In Kansas City, you’ll find one of the best BBQ joints inside a gas station: Joe’s KC. The station has a small convenience store inside, which sells typical convenience store items, but also has a massive wall of hot sauces and BBQ sauces from around the country for sale. If you drive by and wonder why there’s a massive line to get into a gas station, you’ll see the dedication to this Kansas City classic. Their burnt ends are well worth the wait, and their counter staff are seriously speedy to keep up with the demand! —Erin McDowell
Drive Here: 3002 West 47th Avenue; 913-722-3366. And there are some non–gas station locations in Kansas City too, but where’s the fun in that?!
Eastern Pennsylvanians have a cultish devotion to Wawa, a convenience-store chain that’s so much more than that: gas station, local icon, teen hangout. The hoagies, which you order on touchscreens by the deli, are beloved, as are its free ATMs and incredible selection of snacks. But the quintessential Wawa order is a soft pretzel and a half-gallon of Wawa-brand iced tea (too big for a cupholder, but worth it). As you travel west, switch to Sheetz, Wawa’s formidable western rival. —Emma Alpern
Bonus: According to Community member Jr0717, Wawa drip coffee is not to be messed with, especially after the staff at the Route 36 location in Middletown, NJ worked overtime during Hurricane Sandy to keep those urns full. (So you do have gas station food after all, Jersey!)
Drive Here: All over Eastern PA; just look for them and it won’t be long before you find one.
Whenever I travel back home, the first thing I do after I pick up my rental car is head over to a gas station with a 7-Eleven attached to it for musubi. They come in different forms, but the classic musubi is a slice of marinated spam on top of rice, wrapped in a ribbon of nori and pressed into a rectangular shape. Their musubis were even named best by a local Honolulu newspaper a while ago. Sure, there are a bunch of places on the island that you can grab a musubi, but when they're this good, and less than $2 a pop, why would you?! Hawaiian 7-Elevens also have a variety of bentos, Asian snacks (like Japanese onion rings and plum-flavored hard candy), as well as local Hawaiian snacks like dried ika, strawberry sour belts, and ling hi mui mango strips. —Rebekah Daniels
Drive Here: Any 7-Eleven in any of the Hawaiian islands.
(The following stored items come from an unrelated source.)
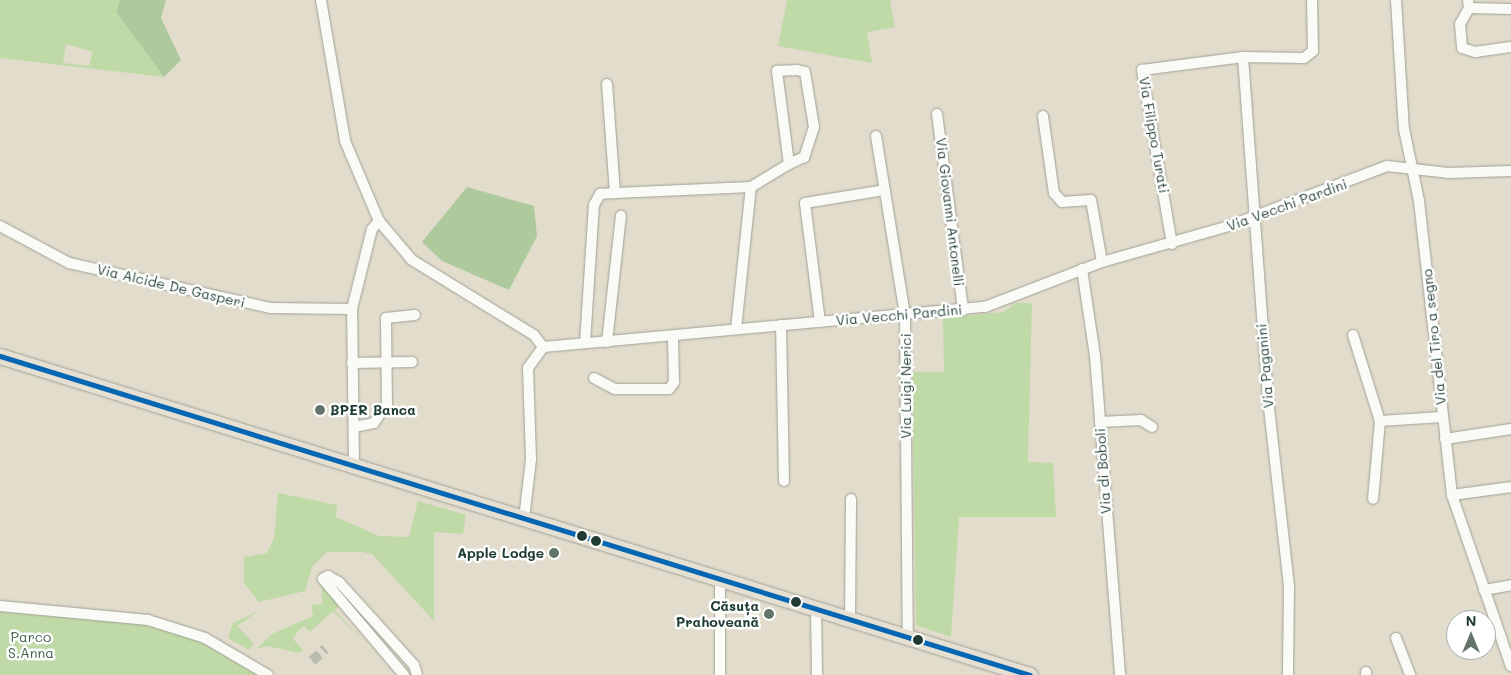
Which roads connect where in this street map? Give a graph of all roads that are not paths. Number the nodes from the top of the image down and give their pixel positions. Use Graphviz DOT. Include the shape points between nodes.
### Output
graph roads {
  1 [pos="321,0"];
  2 [pos="1312,0"];
  3 [pos="1396,0"];
  4 [pos="1469,4"];
  5 [pos="1511,9"];
  6 [pos="1511,47"];
  7 [pos="1243,57"];
  8 [pos="607,84"];
  9 [pos="937,114"];
  10 [pos="1043,116"];
  11 [pos="876,136"];
  12 [pos="789,164"];
  13 [pos="1410,167"];
  14 [pos="1511,171"];
  15 [pos="751,187"];
  16 [pos="884,190"];
  17 [pos="615,193"];
  18 [pos="621,216"];
  19 [pos="1253,218"];
  20 [pos="379,222"];
  21 [pos="0,226"];
  22 [pos="1172,244"];
  23 [pos="1102,262"];
  24 [pos="1082,269"];
  25 [pos="352,309"];
  26 [pos="963,310"];
  27 [pos="415,315"];
  28 [pos="905,316"];
  29 [pos="820,322"];
  30 [pos="781,325"];
  31 [pos="736,329"];
  32 [pos="1353,335"];
  33 [pos="673,337"];
  34 [pos="607,342"];
  35 [pos="585,343"];
  36 [pos="543,347"];
  37 [pos="0,356"];
  38 [pos="387,362"];
  39 [pos="412,362"];
  40 [pos="352,363"];
  41 [pos="594,378"];
  42 [pos="1442,417"];
  43 [pos="1380,421"];
  44 [pos="1100,422"];
  45 [pos="354,427"];
  46 [pos="1152,427"];
  47 [pos="1511,429"];
  48 [pos="1445,439"];
  49 [pos="354,465"];
  50 [pos="784,481"];
  51 [pos="1511,487"];
  52 [pos="1452,495"];
  53 [pos="851,499"];
  54 [pos="1373,500"];
  55 [pos="524,519"];
  56 [pos="720,579"];
  57 [pos="1511,585"];
  58 [pos="1484,590"];
  59 [pos="0,606"];
  60 [pos="816,609"];
  61 [pos="850,619"];
  62 [pos="908,637"];
  63 [pos="1396,638"];
  64 [pos="1511,666"];
  65 [pos="268,675"];
  66 [pos="404,675"];
  67 [pos="417,675"];
  68 [pos="720,675"];
  69 [pos="817,675"];
  70 [pos="1030,675"];
  71 [pos="1120,675"];
  72 [pos="1288,675"];
  73 [pos="1410,675"];
  1 -- 20 [label="street" via="345,141"];
  2 -- 7 [label="street, Via Filippo Turati" via="1313,51 1304,58"];
  3 -- 13 [label="street, Via del Tiro a segno"];
  4 -- 5 [label="street"];
  4 -- 6 [label="street" via="1460,24 1462,48 1475,52"];
  7 -- 19 [label="street, Via Paganini"];
  7 -- 22 [label="street, Via Filippo Turati" via="1142,70"];
  8 -- 17 [label="street"];
  9 -- 26 [label="street, Via Giovanni Antonelli"];
  10 -- 23 [label="street" via="1054,193 1062,202 1091,200"];
  11 -- 16 [label="street, Via Luigi Nerici"];
  12 -- 12 [label="street" via="804,157 814,127 805,72 798,70 777,71"];
  12 -- 15 [label="street"];
  13 -- 14 [label="street, Via Vecchi Pardini" via="1440,173"];
  13 -- 19 [label="street, Via Vecchi Pardini" via="1387,166"];
  13 -- 42 [label="street, Via del Tiro a segno" via="1425,250"];
  15 -- 17 [label="street"];
  15 -- 31 [label="street"];
  16 -- 28 [label="street, Via Luigi Nerici"];
  16 -- 29 [label="street" via="805,203"];
  17 -- 35 [label="street" via="600,194 594,205"];
  18 -- 34 [label="street"];
  19 -- 22 [label="street, Via Vecchi Pardini"];
  19 -- 72 [label="street, Via Paganini" via="1289,587"];
  20 -- 25 [label="street" via="372,229"];
  20 -- 36 [label="street" via="412,260 534,336"];
  21 -- 25 [label="street, Via Alcide De Gasperi" via="50,257 76,264 270,308"];
  22 -- 23 [label="street, Via Vecchi Pardini"];
  23 -- 24 [label="street, Via Vecchi Pardini"];
  24 -- 26 [label="street, Via Vecchi Pardini" via="998,302"];
  24 -- 44 [label="street, Via di Boboli"];
  25 -- 40 [label="street"];
  26 -- 28 [label="street, Via Vecchi Pardini"];
  27 -- 38 [label="street" via="386,318"];
  28 -- 29 [label="street, Via Vecchi Pardini"];
  28 -- 62 [label="street, Via Luigi Nerici"];
  29 -- 30 [label="street, Via Vecchi Pardini"];
  30 -- 31 [label="street, Via Vecchi Pardini"];
  30 -- 50 [label="street"];
  31 -- 33 [label="street, Via Vecchi Pardini"];
  32 -- 43 [label="street"];
  33 -- 34 [label="street, Via Vecchi Pardini"];
  33 -- 41 [label="street" via="674,382 669,389 615,389"];
  34 -- 35 [label="street, Via Vecchi Pardini"];
  35 -- 36 [label="street, Via Vecchi Pardini"];
  36 -- 55 [label="street" via="528,368 530,459"];
  37 -- 49 [label="main road"];
  38 -- 39 [label="street"];
  38 -- 40 [label="street"];
  38 -- 45 [label="street" via="382,415 374,424"];
  40 -- 45 [label="street"];
  42 -- 43 [label="street"];
  42 -- 48 [label="street, Via del Tiro a segno"];
  43 -- 54 [label="street"];
  44 -- 46 [label="street" via="1141,420"];
  44 -- 71 [label="street, Via di Boboli"];
  45 -- 49 [label="street"];
  47 -- 48 [label="street"];
  48 -- 52 [label="street, Via del Tiro a segno"];
  49 -- 55 [label="main road"];
  51 -- 52 [label="street"];
  52 -- 58 [label="street, Via del Tiro a segno"];
  53 -- 61 [label="street"];
  55 -- 56 [label="main road"];
  56 -- 60 [label="main road"];
  56 -- 68 [label="street"];
  57 -- 58 [label="street"];
  58 -- 64 [label="street, Via del Tiro a segno"];
  59 -- 65 [label="street" via="148,620 205,638"];
  60 -- 61 [label="main road"];
  60 -- 69 [label="street"];
  61 -- 62 [label="main road"];
  62 -- 70 [label="main road"];
  63 -- 73 [label="street"];
  66 -- 67 [label="street" via="323,579 328,576 339,582 414,665"];
}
If you find yourself road tripping through Southern Louisiana on the I-10, it would be well worth your while to make a pit stop or two at a few of those gas stations along the way and treat yourself to some boudin balls. If you're not familiar with this famous Cajun delicacy, it’s pork sausage made with rice, onions, green peppers, Cajun seasoning, and other spices roll into balls, breaded, and deep fry 'till golden brown. Just don't forget a cooler bag, as you'll for sure want to take some home—though I doubt they’ll make it that far without being gobbled up on the road. —Yolanda Evans
Drive Here: Beyond gas stations, the town of Scott, Louisiana, which describes itself as the "Boudin Capital of the World," is definitely worth the detour. There, check out Don's Specialty Meats, full of all kinds of Cajun delicacies; Billy's Boudin, where the balls come stuffed with Pepper Jack cheese; and Best Stop, where you can sample the egg roll version of this dish.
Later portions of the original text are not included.